Flink
This documentation is for an unreleased version of Apache Paimon. We recommend you use the latest stable version.

Flink #

This documentation is a guide for using Paimon in Flink.

Preparing Paimon Jar File #

Paimon currently supports Flink 1.17, 1.16, 1.15 and 1.14. We recommend the latest Flink version for a better experience.

Download the jar file with corresponding version.

Currently, paimon provides two types jar: one of which(the bundled jar) is used for read/write data, and the other(action jar) for operations such as manually compaction,

Version Type Jar
Flink 1.18 Bundled Jar paimon-flink-1.18-0.8-SNAPSHOT.jar
Flink 1.17 Bundled Jar paimon-flink-1.17-0.8-SNAPSHOT.jar
Flink 1.16 Bundled Jar paimon-flink-1.16-0.8-SNAPSHOT.jar
Flink 1.15 Bundled Jar paimon-flink-1.15-0.8-SNAPSHOT.jar
Flink 1.14 Bundled Jar paimon-flink-1.14-0.8-SNAPSHOT.jar
Flink Action Action Jar paimon-flink-action-0.8-SNAPSHOT.jar

You can also manually build bundled jar from the source code.

To build from source code, clone the git repository.

Build bundled jar with the following command.

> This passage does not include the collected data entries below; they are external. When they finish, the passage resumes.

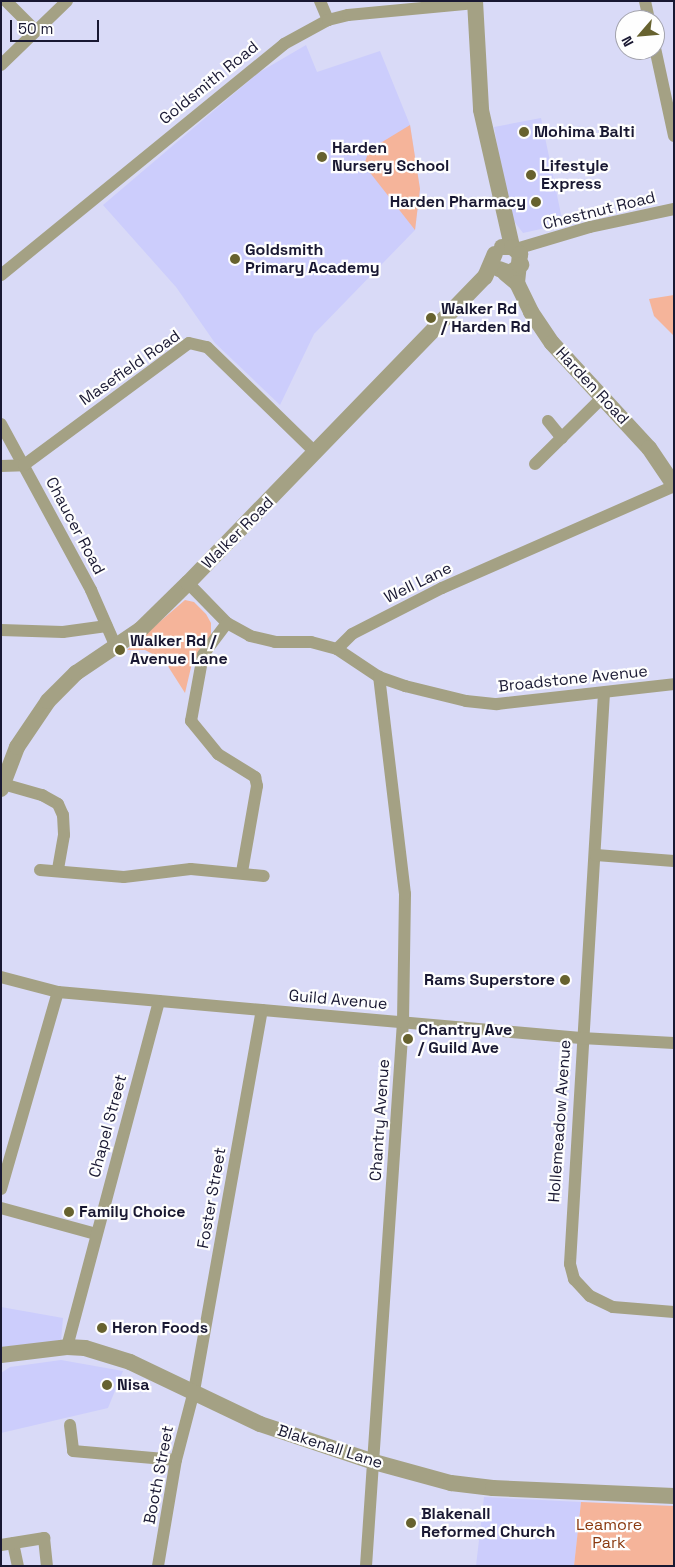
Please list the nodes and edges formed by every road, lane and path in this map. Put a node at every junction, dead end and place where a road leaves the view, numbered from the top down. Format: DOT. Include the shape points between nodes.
graph roads {
  1 [pos="6,1"];
  2 [pos="66,1"];
  3 [pos="320,1"];
  4 [pos="475,2"];
  5 [pos="328,20"];
  6 [pos="36,30"];
  7 [pos="658,60"];
  8 [pos="1,65"];
  9 [pos="674,136"];
  10 [pos="674,210"];
  11 [pos="511,254"];
  12 [pos="1,275"];
  13 [pos="508,276"];
  14 [pos="485,277"];
  15 [pos="604,396"];
  16 [pos="548,421"];
  17 [pos="1,424"];
  18 [pos="562,438"];
  19 [pos="316,453"];
  20 [pos="535,464"];
  21 [pos="24,465"];
  22 [pos="1,466"];
  23 [pos="674,486"];
  24 [pos="188,583"];
  25 [pos="227,623"];
  26 [pos="107,626"];
  27 [pos="1,630"];
  28 [pos="116,647"];
  29 [pos="337,649"];
  30 [pos="379,677"];
  31 [pos="674,684"];
  32 [pos="604,692"];
  33 [pos="3,780"];
  34 [pos="596,855"];
  35 [pos="674,861"];
  36 [pos="58,869"];
  37 [pos="40,870"];
  38 [pos="242,872"];
  39 [pos="264,876"];
  40 [pos="1,977"];
  41 [pos="58,992"];
  42 [pos="159,1001"];
  43 [pos="262,1010"];
  44 [pos="403,1022"];
  45 [pos="581,1038"];
  46 [pos="674,1043"];
  47 [pos="1,1189"];
  48 [pos="1,1208"];
  49 [pos="96,1234"];
  50 [pos="674,1312"];
  51 [pos="67,1347"];
  52 [pos="1,1355"];
  53 [pos="194,1391"];
  54 [pos="70,1424"];
  55 [pos="176,1460"];
  56 [pos="374,1462"];
  57 [pos="674,1496"];
  58 [pos="7,1544"];
  59 [pos="18,1566"];
  60 [pos="47,1566"];
  61 [pos="158,1566"];
  62 [pos="366,1566"];
  1 -- 6 [label="street"];
  2 -- 6 [label="street"];
  3 -- 5 [label="street"];
  4 -- 5 [label="street, Goldsmith Road" via="348,15"];
  4 -- 11 [label="street" via="481,110"];
  5 -- 12 [label="street, Goldsmith Road" via="284,44 247,72"];
  6 -- 8 [label="street"];
  7 -- 9 [label="street"];
  10 -- 11 [label="street, Chestnut Road" via="590,227"];
  11 -- 13 [label="street"];
  11 -- 13 [label="street, Harden Road" via="495,264"];
  11 -- 14 [label="street, Walker Road"];
  13 -- 14 [label="street, Walker Road"];
  13 -- 15 [label="street, Harden Road" via="552,343"];
  14 -- 19 [label="street, Walker Road"];
  15 -- 18 [label="street"];
  15 -- 23 [label="street, Harden Road" via="649,448"];
  16 -- 18 [label="street"];
  17 -- 21 [label="street, Chaucer Road"];
  18 -- 20 [label="street"];
  19 -- 21 [label="street, Masefield Road" via="207,347 189,343"];
  19 -- 24 [label="street, Walker Road"];
  21 -- 22 [label="street"];
  21 -- 26 [label="street, Chaucer Road"];
  23 -- 29 [label="street, Well Lane" via="442,588 352,634"];
  24 -- 25 [label="street"];
  24 -- 28 [label="street, Walker Road" via="141,629"];
  25 -- 29 [label="street" via="263,641 311,642"];
  25 -- 38 [label="street" via="203,655 191,721 218,754 254,777 257,786"];
  26 -- 27 [label="street" via="63,632"];
  26 -- 28 [label="street, Chaucer Road"];
  28 -- 33 [label="street, Walker Road" via="76,673 48,701 17,747"];
  29 -- 30 [label="street, Broadstone Avenue"];
  30 -- 32 [label="street, Broadstone Avenue" via="466,701 497,704"];
  30 -- 44 [label="street, Chantry Avenue" via="405,894"];
  31 -- 32 [label="street, Broadstone Avenue"];
  32 -- 34 [label="street, Hollemeadow Avenue"];
  33 -- 36 [label="street" via="42,794 58,804 63,815 64,835"];
  34 -- 35 [label="street"];
  34 -- 45 [label="street, Hollemeadow Avenue"];
  36 -- 37 [label="street"];
  36 -- 38 [label="street" via="124,877 191,869"];
  38 -- 39 [label="street"];
  40 -- 41 [label="street, Guild Avenue"];
  41 -- 42 [label="street, Guild Avenue"];
  41 -- 47 [label="street"];
  42 -- 43 [label="street, Guild Avenue"];
  42 -- 49 [label="street, Chapel Street"];
  43 -- 44 [label="street, Guild Avenue"];
  43 -- 53 [label="street, Foster Street"];
  44 -- 45 [label="street, Guild Avenue"];
  44 -- 56 [label="street, Chantry Avenue"];
  45 -- 46 [label="street, Guild Avenue"];
  45 -- 50 [label="street, Hollemeadow Avenue" via="569,1235 574,1279 590,1296 612,1307"];
  48 -- 49 [label="street"];
  49 -- 51 [label="street, Chapel Street"];
  51 -- 52 [label="street, Blakenall Lane"];
  51 -- 53 [label="street, Blakenall Lane" via="85,1348 130,1362"];
  53 -- 55 [label="street, Booth Street"];
  53 -- 56 [label="street, Blakenall Lane" via="260,1424"];
  54 -- 55 [label="street" via="73,1451"];
  55 -- 61 [label="street, Booth Street"];
  56 -- 57 [label="street, Blakenall Lane" via="450,1483 493,1488"];
  56 -- 62 [label="street, Chantry Avenue"];
  58 -- 59 [label="street"];
  58 -- 60 [label="street" via="44,1538"];
}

  • mvn clean install -DskipTests

You can find the bundled jar in ./paimon-flink/paimon-flink-<flink-version>/target/paimon-flink-<flink-version>-0.8-SNAPSHOT.jar, and the action jar in ./paimon-flink/paimon-flink-action/target/paimon-flink-action-0.8-SNAPSHOT.jar.

Quick Start #

Step 1: Download Flink

If you haven’t downloaded Flink, you can download Flink, then extract the archive with the following command.

tar -xzf flink-*.tgz

Step 2: Copy Paimon Bundled Jar

Copy paimon bundled jar to the lib directory of your Flink home.

cp paimon-flink-*.jar <FLINK_HOME>/lib/

Step 3: Copy Hadoop Bundled Jar

If the machine is in a hadoop environment, please ensure the value of the environment variable HADOOP_CLASSPATH include path to the common Hadoop libraries, you do not need to use the following pre-bundled Hadoop jar.

Download Pre-bundled Hadoop jar and copy the jar file to the lib directory of your Flink home.

cp flink-shaded-hadoop-2-uber-*.jar <FLINK_HOME>/lib/

Step 4: Start a Flink Local Cluster

In order to run multiple Flink jobs at the same time, you need to modify the cluster configuration in <FLINK_HOME>/conf/flink-conf.yaml.

taskmanager.numberOfTaskSlots: 2

To start a local cluster, run the bash script that comes with Flink:

<FLINK_HOME>/bin/start-cluster.sh

You should be able to navigate to the web UI at localhost:8081 to view the Flink dashboard and see that the cluster is up and running.

You can now start Flink SQL client to execute SQL scripts.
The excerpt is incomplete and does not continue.